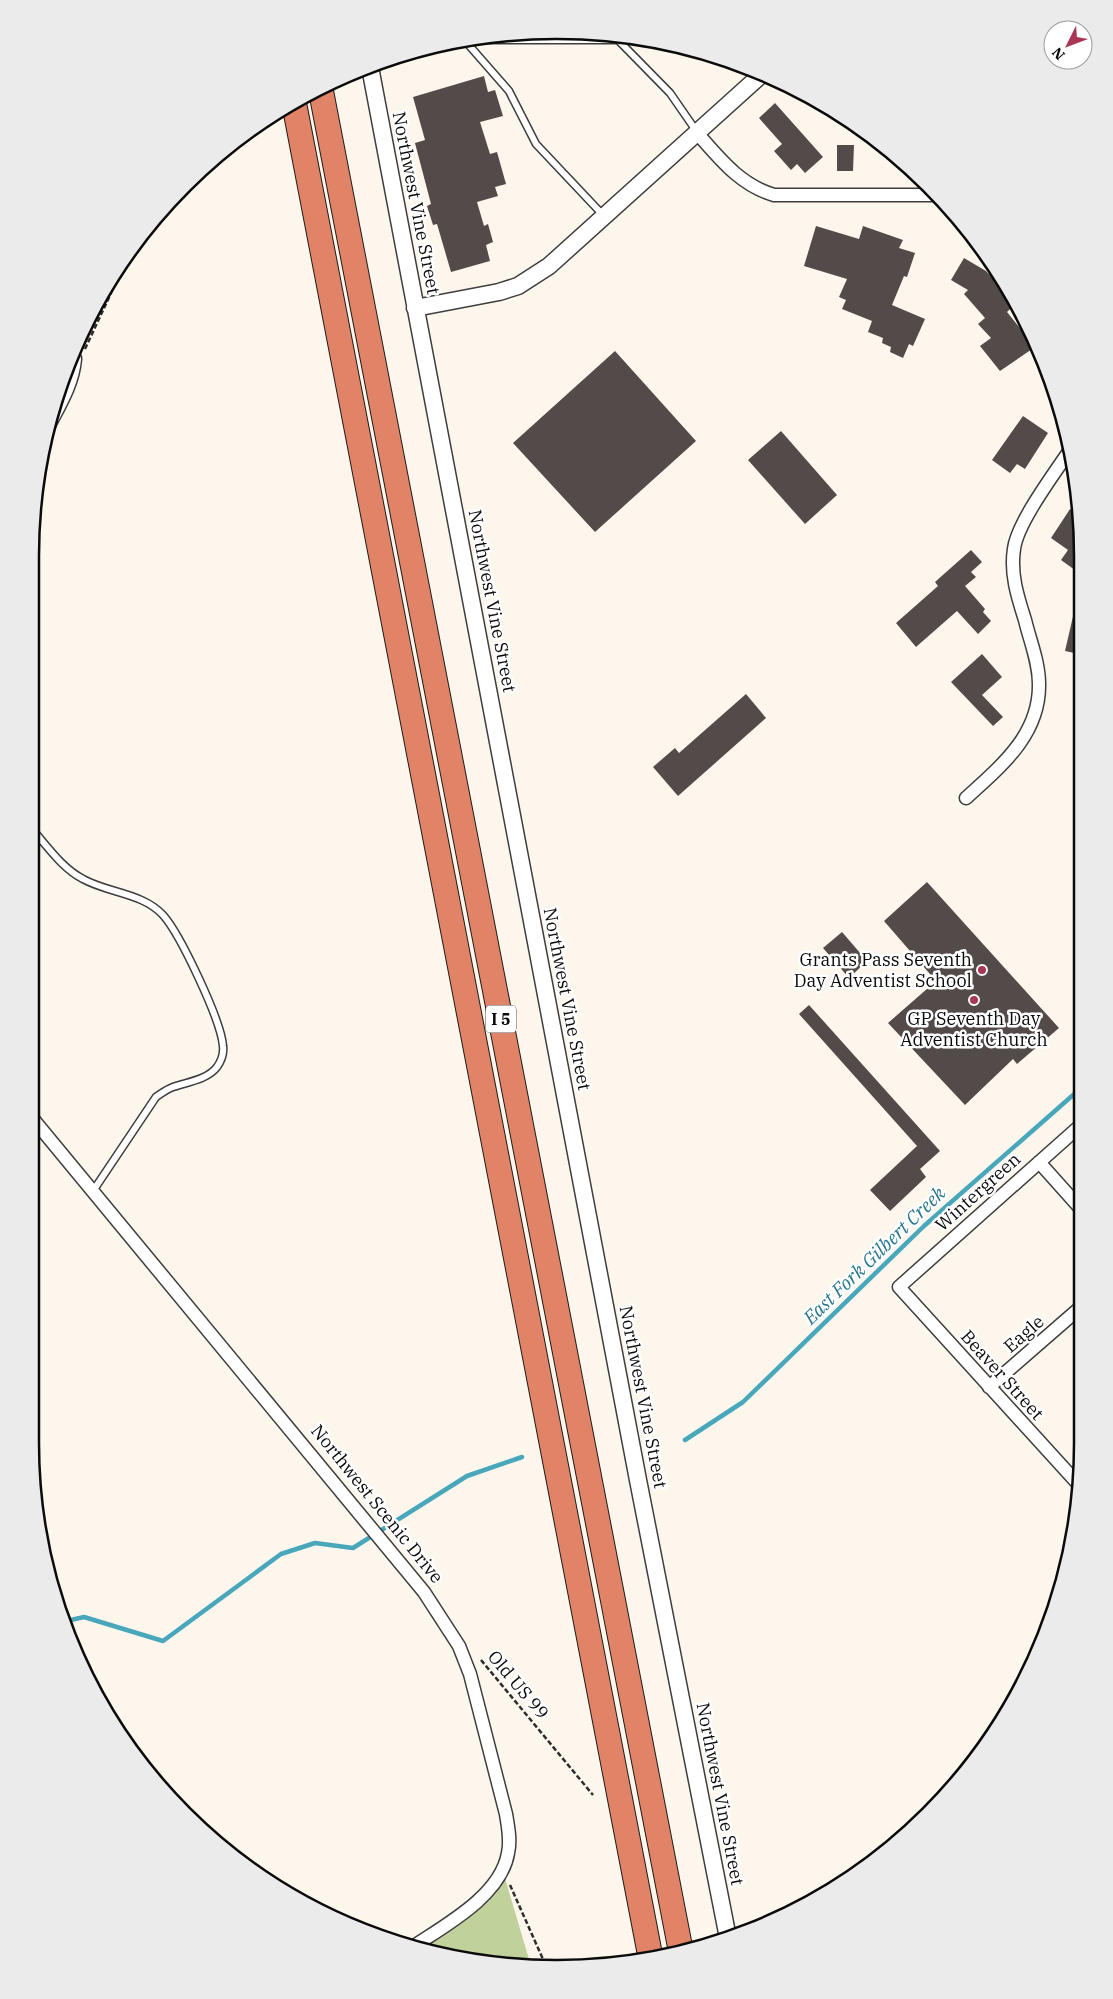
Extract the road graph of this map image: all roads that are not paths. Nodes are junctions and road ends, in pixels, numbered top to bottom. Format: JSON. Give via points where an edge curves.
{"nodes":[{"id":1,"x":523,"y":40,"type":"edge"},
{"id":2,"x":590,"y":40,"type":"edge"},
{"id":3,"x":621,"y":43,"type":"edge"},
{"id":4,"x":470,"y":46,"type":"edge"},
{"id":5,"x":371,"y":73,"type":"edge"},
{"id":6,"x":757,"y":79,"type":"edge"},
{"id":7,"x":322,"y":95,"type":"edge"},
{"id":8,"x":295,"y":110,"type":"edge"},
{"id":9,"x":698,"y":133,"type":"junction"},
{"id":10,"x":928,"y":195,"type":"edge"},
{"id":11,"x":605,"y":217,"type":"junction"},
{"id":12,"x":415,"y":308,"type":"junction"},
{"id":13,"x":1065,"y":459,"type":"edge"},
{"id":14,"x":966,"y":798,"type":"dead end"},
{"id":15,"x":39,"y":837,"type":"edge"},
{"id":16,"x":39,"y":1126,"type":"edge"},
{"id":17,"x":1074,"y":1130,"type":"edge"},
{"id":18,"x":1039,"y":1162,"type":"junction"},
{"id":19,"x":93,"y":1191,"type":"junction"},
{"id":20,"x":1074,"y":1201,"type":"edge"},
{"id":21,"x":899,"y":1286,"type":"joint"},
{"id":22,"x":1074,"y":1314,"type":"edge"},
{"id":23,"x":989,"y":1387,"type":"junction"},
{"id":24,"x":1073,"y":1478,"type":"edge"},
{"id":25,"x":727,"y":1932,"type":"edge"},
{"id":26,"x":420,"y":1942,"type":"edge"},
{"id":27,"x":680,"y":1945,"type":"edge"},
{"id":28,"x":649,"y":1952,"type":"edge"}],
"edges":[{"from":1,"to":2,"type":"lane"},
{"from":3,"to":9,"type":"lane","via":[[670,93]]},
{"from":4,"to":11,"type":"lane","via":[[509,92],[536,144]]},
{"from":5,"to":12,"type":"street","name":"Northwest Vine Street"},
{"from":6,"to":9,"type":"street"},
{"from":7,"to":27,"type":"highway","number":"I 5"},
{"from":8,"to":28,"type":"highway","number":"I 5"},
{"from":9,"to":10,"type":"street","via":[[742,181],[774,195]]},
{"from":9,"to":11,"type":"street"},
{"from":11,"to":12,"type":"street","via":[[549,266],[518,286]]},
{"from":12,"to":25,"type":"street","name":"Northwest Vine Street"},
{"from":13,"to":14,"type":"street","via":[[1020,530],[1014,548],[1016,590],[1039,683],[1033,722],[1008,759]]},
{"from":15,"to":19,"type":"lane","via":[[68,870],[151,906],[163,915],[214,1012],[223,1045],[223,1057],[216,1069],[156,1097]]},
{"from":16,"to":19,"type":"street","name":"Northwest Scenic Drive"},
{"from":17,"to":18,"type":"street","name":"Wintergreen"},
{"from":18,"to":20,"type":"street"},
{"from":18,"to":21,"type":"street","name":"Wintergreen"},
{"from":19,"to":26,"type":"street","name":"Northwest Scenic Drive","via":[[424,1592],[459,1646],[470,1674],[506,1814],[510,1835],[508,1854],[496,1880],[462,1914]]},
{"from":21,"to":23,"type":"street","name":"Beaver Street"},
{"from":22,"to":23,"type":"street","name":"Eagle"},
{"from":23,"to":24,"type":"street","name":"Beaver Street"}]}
---
# [WHAT IS REQUIRED]
Your answer must be the full listing, copied exactly, with no pictures in it.

# [SOLUTION FOR THIS EXERCISE]
Extract the road graph of this map image: all roads that are not paths. Nodes are junctions and road ends, in pixels, numbered top to bottom. Format: JSON. Give via points where an edge curves.
{"nodes":[{"id":1,"x":523,"y":40,"type":"edge"},
{"id":2,"x":590,"y":40,"type":"edge"},
{"id":3,"x":621,"y":43,"type":"edge"},
{"id":4,"x":470,"y":46,"type":"edge"},
{"id":5,"x":371,"y":73,"type":"edge"},
{"id":6,"x":757,"y":79,"type":"edge"},
{"id":7,"x":322,"y":95,"type":"edge"},
{"id":8,"x":295,"y":110,"type":"edge"},
{"id":9,"x":698,"y":133,"type":"junction"},
{"id":10,"x":928,"y":195,"type":"edge"},
{"id":11,"x":605,"y":217,"type":"junction"},
{"id":12,"x":415,"y":308,"type":"junction"},
{"id":13,"x":1065,"y":459,"type":"edge"},
{"id":14,"x":966,"y":798,"type":"dead end"},
{"id":15,"x":39,"y":837,"type":"edge"},
{"id":16,"x":39,"y":1126,"type":"edge"},
{"id":17,"x":1074,"y":1130,"type":"edge"},
{"id":18,"x":1039,"y":1162,"type":"junction"},
{"id":19,"x":93,"y":1191,"type":"junction"},
{"id":20,"x":1074,"y":1201,"type":"edge"},
{"id":21,"x":899,"y":1286,"type":"joint"},
{"id":22,"x":1074,"y":1314,"type":"edge"},
{"id":23,"x":989,"y":1387,"type":"junction"},
{"id":24,"x":1073,"y":1478,"type":"edge"},
{"id":25,"x":727,"y":1932,"type":"edge"},
{"id":26,"x":420,"y":1942,"type":"edge"},
{"id":27,"x":680,"y":1945,"type":"edge"},
{"id":28,"x":649,"y":1952,"type":"edge"}],
"edges":[{"from":1,"to":2,"type":"lane"},
{"from":3,"to":9,"type":"lane","via":[[670,93]]},
{"from":4,"to":11,"type":"lane","via":[[509,92],[536,144]]},
{"from":5,"to":12,"type":"street","name":"Northwest Vine Street"},
{"from":6,"to":9,"type":"street"},
{"from":7,"to":27,"type":"highway","number":"I 5"},
{"from":8,"to":28,"type":"highway","number":"I 5"},
{"from":9,"to":10,"type":"street","via":[[742,181],[774,195]]},
{"from":9,"to":11,"type":"street"},
{"from":11,"to":12,"type":"street","via":[[549,266],[518,286]]},
{"from":12,"to":25,"type":"street","name":"Northwest Vine Street"},
{"from":13,"to":14,"type":"street","via":[[1020,530],[1014,548],[1016,590],[1039,683],[1033,722],[1008,759]]},
{"from":15,"to":19,"type":"lane","via":[[68,870],[151,906],[163,915],[214,1012],[223,1045],[223,1057],[216,1069],[156,1097]]},
{"from":16,"to":19,"type":"street","name":"Northwest Scenic Drive"},
{"from":17,"to":18,"type":"street","name":"Wintergreen"},
{"from":18,"to":20,"type":"street"},
{"from":18,"to":21,"type":"street","name":"Wintergreen"},
{"from":19,"to":26,"type":"street","name":"Northwest Scenic Drive","via":[[424,1592],[459,1646],[470,1674],[506,1814],[510,1835],[508,1854],[496,1880],[462,1914]]},
{"from":21,"to":23,"type":"street","name":"Beaver Street"},
{"from":22,"to":23,"type":"street","name":"Eagle"},
{"from":23,"to":24,"type":"street","name":"Beaver Street"}]}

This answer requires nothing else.